■ Input material ■
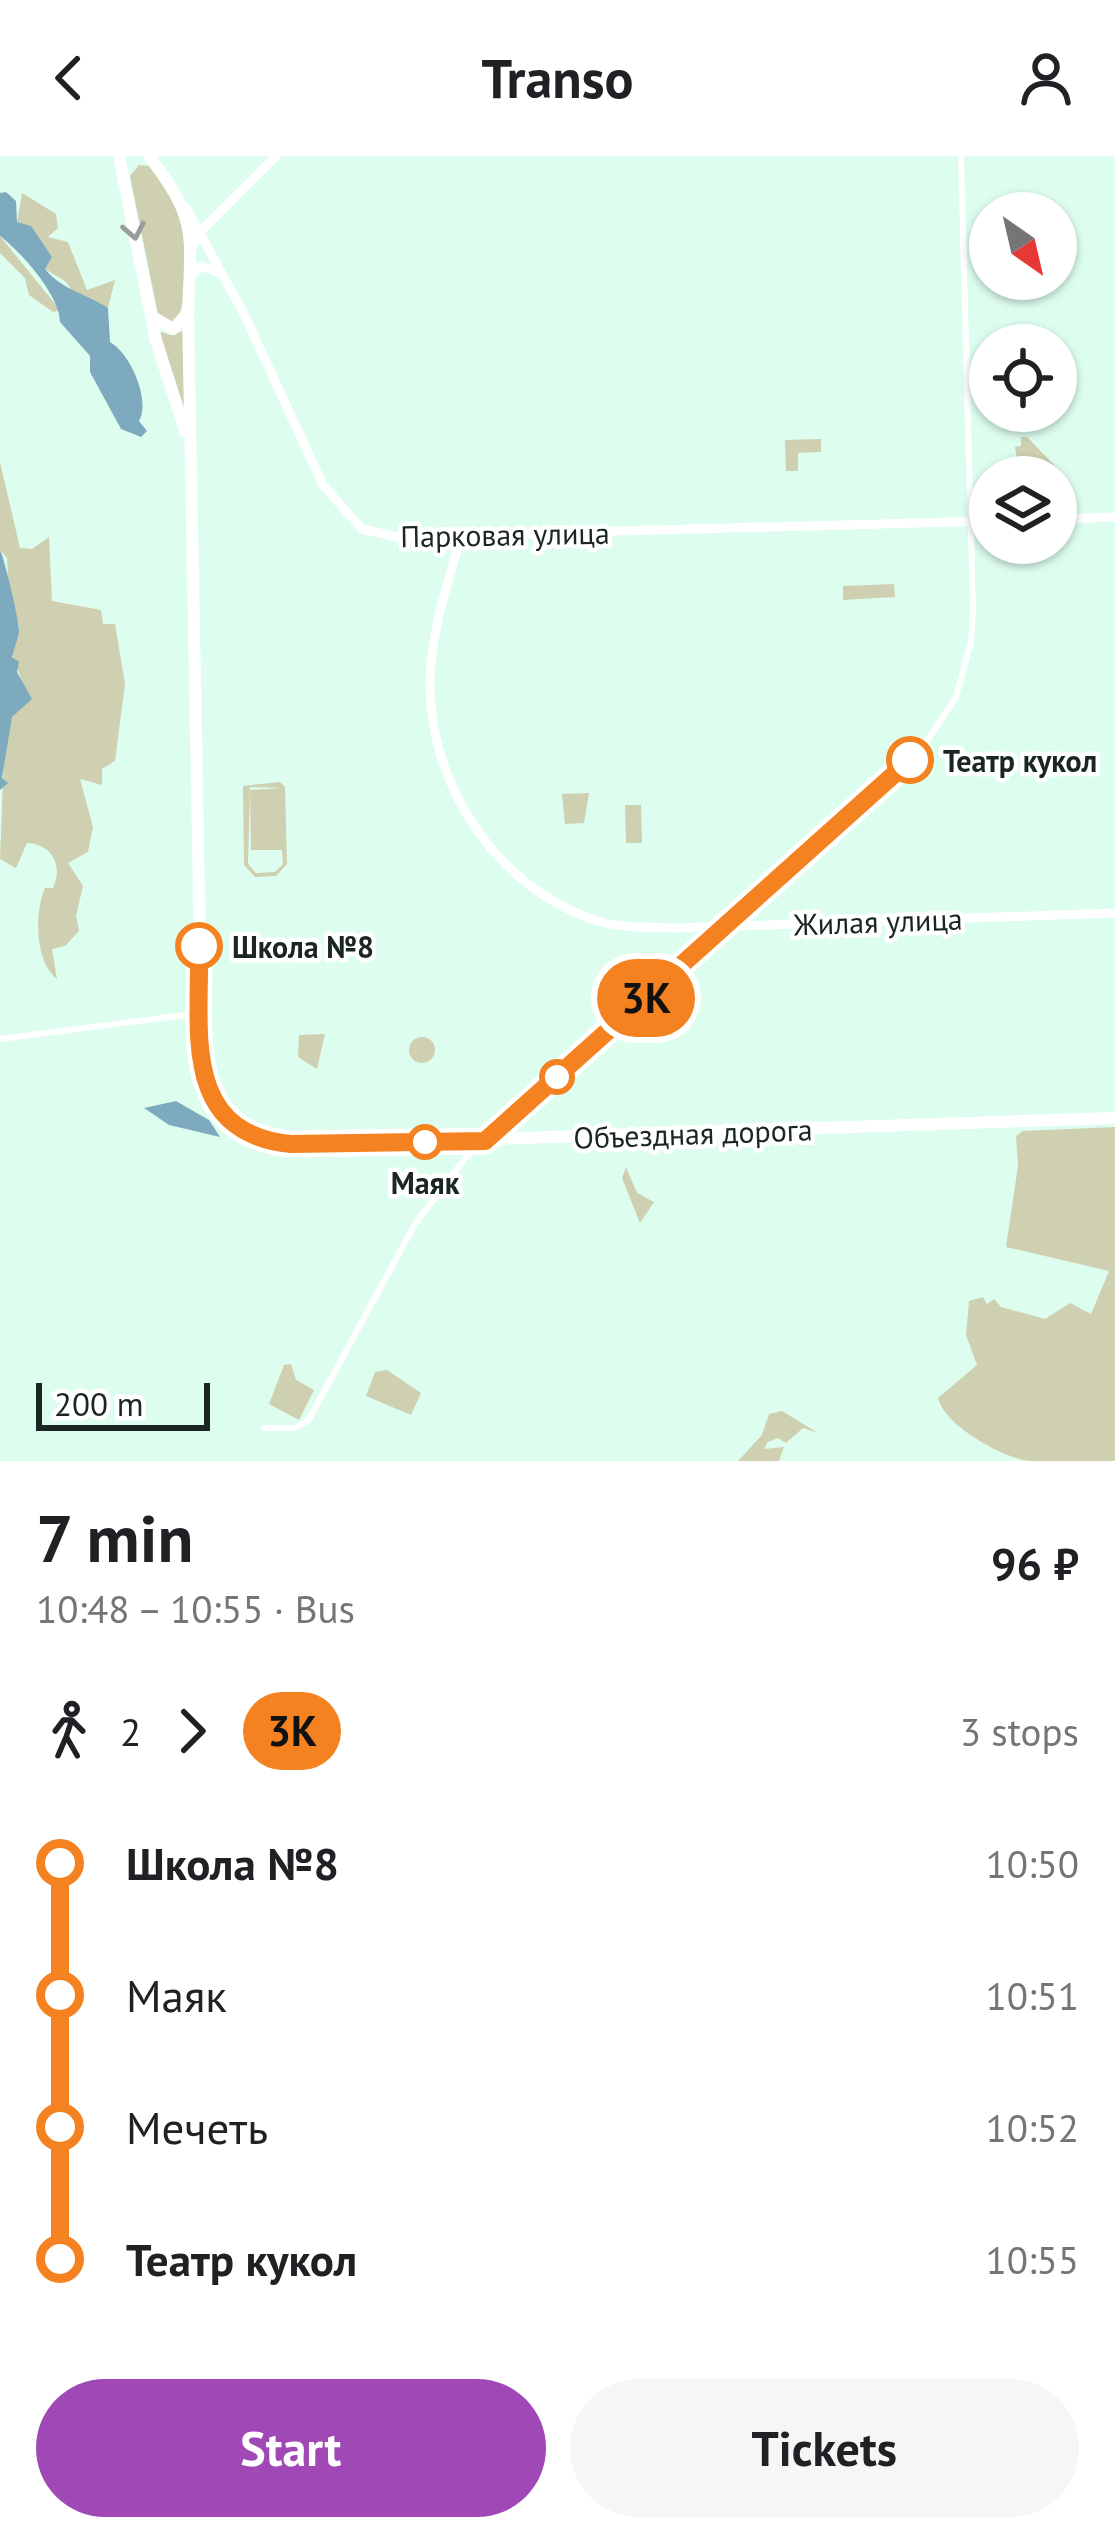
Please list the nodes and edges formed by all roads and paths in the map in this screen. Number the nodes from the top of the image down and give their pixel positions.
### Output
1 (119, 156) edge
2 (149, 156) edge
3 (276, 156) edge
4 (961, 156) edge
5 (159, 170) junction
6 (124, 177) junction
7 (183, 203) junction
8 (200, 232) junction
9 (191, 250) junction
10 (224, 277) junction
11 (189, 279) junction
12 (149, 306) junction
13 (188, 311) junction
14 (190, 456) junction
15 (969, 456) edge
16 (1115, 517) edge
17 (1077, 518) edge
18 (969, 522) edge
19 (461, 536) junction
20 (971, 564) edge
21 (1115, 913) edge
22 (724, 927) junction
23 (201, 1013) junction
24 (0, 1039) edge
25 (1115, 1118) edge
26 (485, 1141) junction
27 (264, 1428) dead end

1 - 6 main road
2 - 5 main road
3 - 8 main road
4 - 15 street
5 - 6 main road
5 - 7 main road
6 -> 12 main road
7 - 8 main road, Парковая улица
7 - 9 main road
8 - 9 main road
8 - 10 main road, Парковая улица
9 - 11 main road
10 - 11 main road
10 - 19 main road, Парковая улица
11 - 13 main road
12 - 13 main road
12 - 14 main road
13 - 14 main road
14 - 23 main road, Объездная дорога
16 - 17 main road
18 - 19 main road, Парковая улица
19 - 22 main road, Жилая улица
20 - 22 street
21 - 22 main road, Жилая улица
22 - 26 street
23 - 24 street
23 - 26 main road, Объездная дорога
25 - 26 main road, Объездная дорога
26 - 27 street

--

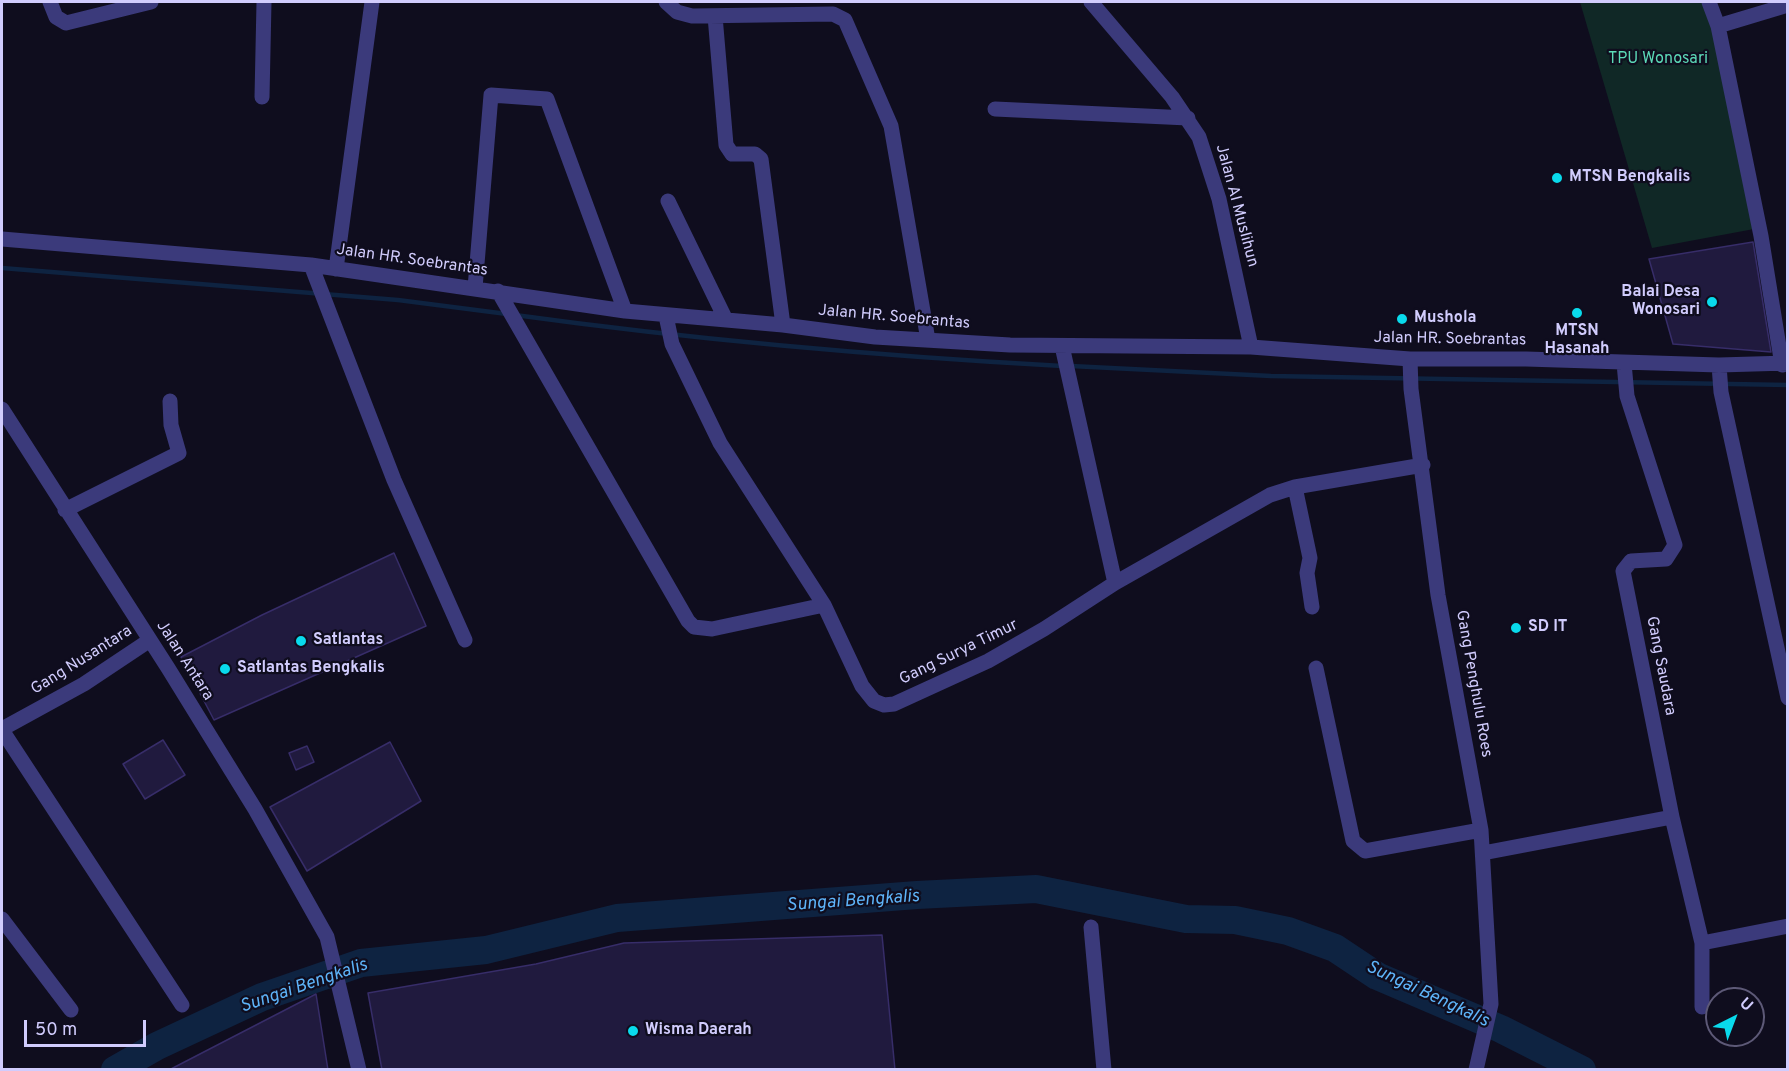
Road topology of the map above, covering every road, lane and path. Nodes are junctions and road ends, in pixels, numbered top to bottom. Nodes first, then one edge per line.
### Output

==

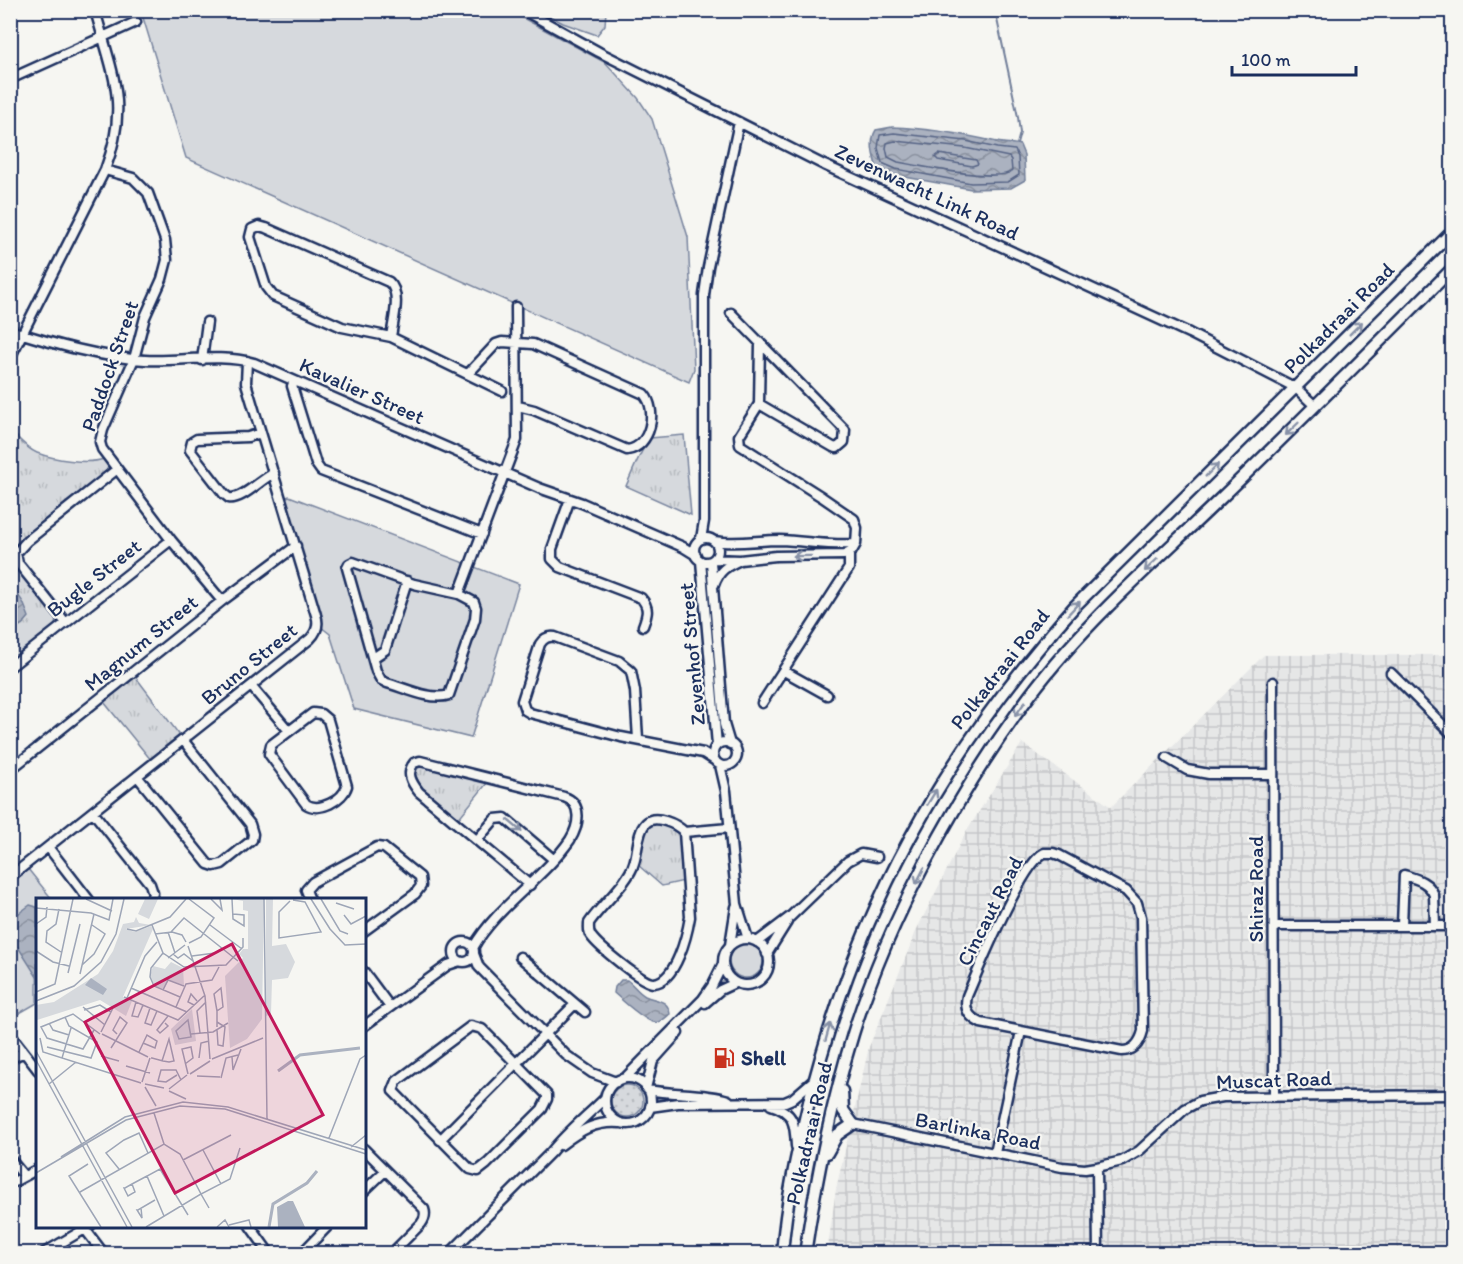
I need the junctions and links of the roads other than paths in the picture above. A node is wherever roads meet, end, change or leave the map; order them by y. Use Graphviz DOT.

■ What the task asks ■
Where a line above contains the word "junctions", show that line.

■ Problem solution ■
Road topology of the map above, covering every road, lane and path. Nodes are junctions and road ends, in pixels, numbered top to bottom. Nodes first, then one edge per line.
I need the junctions and links of the roads other than paths in the picture above. A node is wherever roads meet, end, change or leave the map; order them by y. Use Graphviz DOT.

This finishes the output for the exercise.